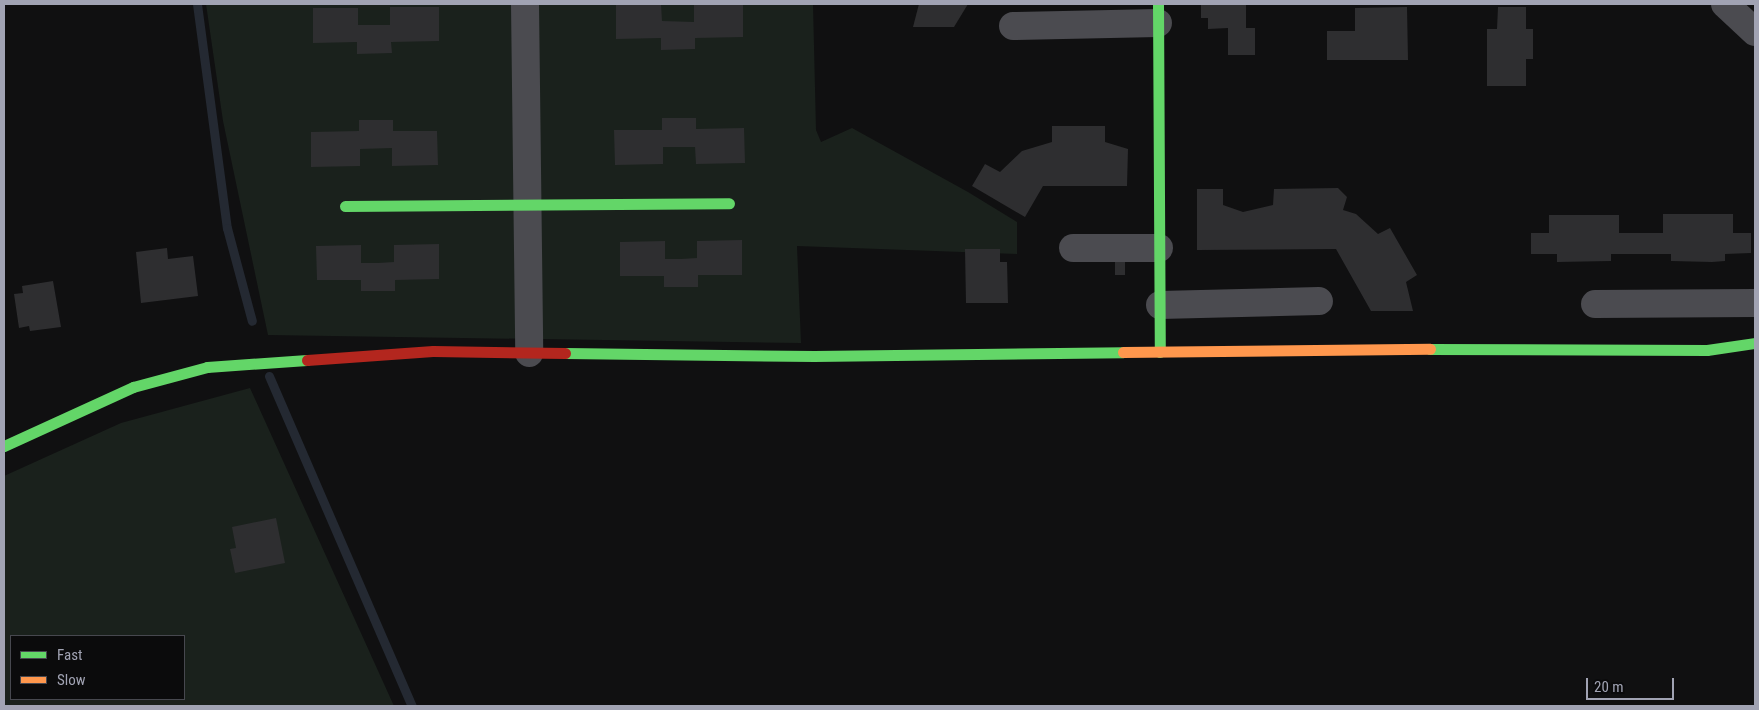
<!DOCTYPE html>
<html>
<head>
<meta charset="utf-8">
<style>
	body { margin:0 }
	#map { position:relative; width:1759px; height:710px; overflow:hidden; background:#101011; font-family:"Roboto Condensed",sans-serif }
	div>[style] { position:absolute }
	.green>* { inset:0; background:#1a211c }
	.stream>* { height:9px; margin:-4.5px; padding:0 4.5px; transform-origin:4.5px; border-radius:4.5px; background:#242932 }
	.building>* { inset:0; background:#2e2e30; transform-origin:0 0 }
	.street>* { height:28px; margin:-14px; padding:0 14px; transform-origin:14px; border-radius:14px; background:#4b4b50 }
	.fast>* { height:11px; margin:-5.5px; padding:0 5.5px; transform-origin:5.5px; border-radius:5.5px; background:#63d668 }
	.slow>* { height:11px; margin:-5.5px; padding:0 5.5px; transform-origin:5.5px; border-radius:5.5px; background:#ff974d }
	.jam>* { height:11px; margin:-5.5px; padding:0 5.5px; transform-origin:5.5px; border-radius:5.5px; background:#b3261e }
	span { translate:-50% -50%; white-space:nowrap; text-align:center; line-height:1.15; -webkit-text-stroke:4px #0b0b0c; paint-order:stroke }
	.frame { position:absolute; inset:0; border:5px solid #a1a3b3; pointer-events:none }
	.legend { position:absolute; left:10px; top:635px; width:175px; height:65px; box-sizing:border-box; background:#0b0b0c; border:1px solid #47484f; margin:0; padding:6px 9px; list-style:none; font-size:15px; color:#a1a3b3 }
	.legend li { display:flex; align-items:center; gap:10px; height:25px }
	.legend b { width:25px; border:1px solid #47484f }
	.scale { position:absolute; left:1586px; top:678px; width:88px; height:22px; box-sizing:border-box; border:2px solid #a1a3b3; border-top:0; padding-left:6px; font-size:15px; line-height:18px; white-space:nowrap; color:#a1a3b3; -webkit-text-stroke:4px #0b0b0c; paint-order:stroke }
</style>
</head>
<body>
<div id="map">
	<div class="green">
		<i style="clip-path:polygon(206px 4px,813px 4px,816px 130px,821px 142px,852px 128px,968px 192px,1017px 222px,1017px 254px,797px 246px,801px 343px,268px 335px,223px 121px)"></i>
		<i style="clip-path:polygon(evenodd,250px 388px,394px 706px,4px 706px,4px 476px,121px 423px,250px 388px,11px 636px,184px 636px,184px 699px,11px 699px,11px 636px)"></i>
	</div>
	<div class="stream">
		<i style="left:197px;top:4px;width:226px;rotate:82.4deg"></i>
		<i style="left:227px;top:228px;width:96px;rotate:75deg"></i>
		<i style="left:269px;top:376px;width:360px;rotate:66.6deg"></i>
	</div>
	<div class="building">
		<i style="clip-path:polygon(616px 4px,661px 4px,662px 21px,694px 22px,694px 4px,743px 4px,743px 37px,695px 38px,695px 49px,661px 50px,661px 38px,616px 39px)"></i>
		<i style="clip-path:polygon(919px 4px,968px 4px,954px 27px,913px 27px)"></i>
		<i style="clip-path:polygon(1201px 4px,1246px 4px,1246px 28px,1255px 28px,1255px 55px,1228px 55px,1228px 28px,1208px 29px,1208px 18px,1201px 18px)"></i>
		<i style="clip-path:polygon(390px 7px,439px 7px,439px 41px,391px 42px,392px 53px,357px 54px,357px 42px,313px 43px,313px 8px,358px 8px,358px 25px,390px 25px)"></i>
		<i style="clip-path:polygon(1407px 7px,1408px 60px,1327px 60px,1327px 31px,1355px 31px,1355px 8px)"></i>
		<i style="clip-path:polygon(1498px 7px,1526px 7px,1526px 29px,1533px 29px,1533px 59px,1526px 59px,1526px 86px,1487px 86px,1487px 29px,1497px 29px)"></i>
		<i style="clip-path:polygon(662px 118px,696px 118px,696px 129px,744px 128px,745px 163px,696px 164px,695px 147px,663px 147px,663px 164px,615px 165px,614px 130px,662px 130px)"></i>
		<i style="clip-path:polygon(359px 120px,393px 120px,393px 131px,437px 131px,438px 165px,392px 166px,392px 148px,360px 149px,360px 166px,311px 167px,311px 132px,359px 131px)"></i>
		<i style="clip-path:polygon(1052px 126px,1105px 126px,1105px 142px,1128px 149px,1127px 186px,1043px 186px,1025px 217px,972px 186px,985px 164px,1000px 172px,1022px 151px,1052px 142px)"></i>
		<i style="clip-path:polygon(1338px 188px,1347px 197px,1343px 210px,1356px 214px,1378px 234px,1390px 228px,1417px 275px,1406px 282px,1413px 311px,1371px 311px,1336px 249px,1197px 250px,1197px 189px,1223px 189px,1223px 205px,1243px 212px,1273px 205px,1274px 189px)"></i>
		<i style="clip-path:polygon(1663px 214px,1733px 214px,1733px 233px,1751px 233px,1751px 253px,1725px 254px,1725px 261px,1712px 262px,1671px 261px,1671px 254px,1611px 254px,1611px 261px,1557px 262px,1557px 254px,1531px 254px,1531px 233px,1549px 233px,1549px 215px,1619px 215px,1619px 233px,1663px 233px)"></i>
		<i style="clip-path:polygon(742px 240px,742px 275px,698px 275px,698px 287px,664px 287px,664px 276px,620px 276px,620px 242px,665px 241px,665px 259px,681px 259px,697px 258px,697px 241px)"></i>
		<i style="clip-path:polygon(439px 244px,439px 279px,395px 280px,395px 291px,361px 291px,361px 280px,317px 280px,316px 246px,361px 245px,361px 263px,378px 263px,394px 262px,394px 245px)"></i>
		<i style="clip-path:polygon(167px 248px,168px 259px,193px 256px,198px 296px,141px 303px,136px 252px)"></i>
		<i style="clip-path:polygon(965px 249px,1000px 249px,1000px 262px,1007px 262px,1008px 303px,966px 303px)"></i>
		<i style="left:1115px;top:256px;width:10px;height:19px"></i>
		<i style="clip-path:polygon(53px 281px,61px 327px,30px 331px,29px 326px,19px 328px,14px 294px,23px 293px,22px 286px)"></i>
		<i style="clip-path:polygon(276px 518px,285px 563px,235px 573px,230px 549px,236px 548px,232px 527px)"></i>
	</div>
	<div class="street">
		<i style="left:525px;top:4px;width:349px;rotate:89.3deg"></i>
		<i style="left:1725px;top:4px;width:41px;rotate:43deg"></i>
		<i style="left:1013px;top:26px;width:145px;rotate:-1.2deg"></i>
		<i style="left:1073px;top:248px;width:86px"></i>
		<i style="left:1595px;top:304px;width:160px;rotate:-0.4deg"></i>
		<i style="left:1160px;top:305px;width:159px;rotate:-1.4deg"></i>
	</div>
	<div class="fast">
		<i style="left:1158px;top:4px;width:348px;rotate:89.7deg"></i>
		<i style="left:345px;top:206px;width:384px;rotate:-0.4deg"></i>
		<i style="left:1430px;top:349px;width:277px;rotate:0.2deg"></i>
		<i style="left:1707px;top:350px;width:49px;rotate:-8.3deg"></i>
		<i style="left:565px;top:353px;width:249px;rotate:0.7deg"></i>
		<i style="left:814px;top:356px;width:309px;rotate:-0.7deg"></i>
		<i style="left:4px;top:446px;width:142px;rotate:-24.6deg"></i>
		<i style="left:133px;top:387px;width:77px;rotate:-15.1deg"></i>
		<i style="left:207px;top:367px;width:100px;rotate:-4deg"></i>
	</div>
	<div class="slow">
		<i style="left:1123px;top:352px;width:307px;rotate:-0.6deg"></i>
	</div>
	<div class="jam">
		<i style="left:307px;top:360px;width:126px;rotate:-4.1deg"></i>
		<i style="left:433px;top:351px;width:132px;rotate:0.9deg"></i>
	</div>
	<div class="frame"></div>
	<ul class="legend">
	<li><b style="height:6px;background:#63d668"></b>Fast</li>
	<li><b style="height:6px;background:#ff974d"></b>Slow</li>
	</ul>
	<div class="scale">20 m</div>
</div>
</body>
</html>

What you need to do> Pictures stay out; output the lines from the top of the listing above through the line containing "translate:-50% -50%; white-space:nowrap;", exactly as they stand.

Solution to this exercise>
<!DOCTYPE html>
<html>
<head>
<meta charset="utf-8">
<style>
	body { margin:0 }
	#map { position:relative; width:1759px; height:710px; overflow:hidden; background:#101011; font-family:"Roboto Condensed",sans-serif }
	div>[style] { position:absolute }
	.green>* { inset:0; background:#1a211c }
	.stream>* { height:9px; margin:-4.5px; padding:0 4.5px; transform-origin:4.5px; border-radius:4.5px; background:#242932 }
	.building>* { inset:0; background:#2e2e30; transform-origin:0 0 }
	.street>* { height:28px; margin:-14px; padding:0 14px; transform-origin:14px; border-radius:14px; background:#4b4b50 }
	.fast>* { height:11px; margin:-5.5px; padding:0 5.5px; transform-origin:5.5px; border-radius:5.5px; background:#63d668 }
	.slow>* { height:11px; margin:-5.5px; padding:0 5.5px; transform-origin:5.5px; border-radius:5.5px; background:#ff974d }
	.jam>* { height:11px; margin:-5.5px; padding:0 5.5px; transform-origin:5.5px; border-radius:5.5px; background:#b3261e }
	span { translate:-50% -50%; white-space:nowrap; text-align:center; line-height:1.15; -webkit-text-stroke:4px #0b0b0c; paint-order:stroke }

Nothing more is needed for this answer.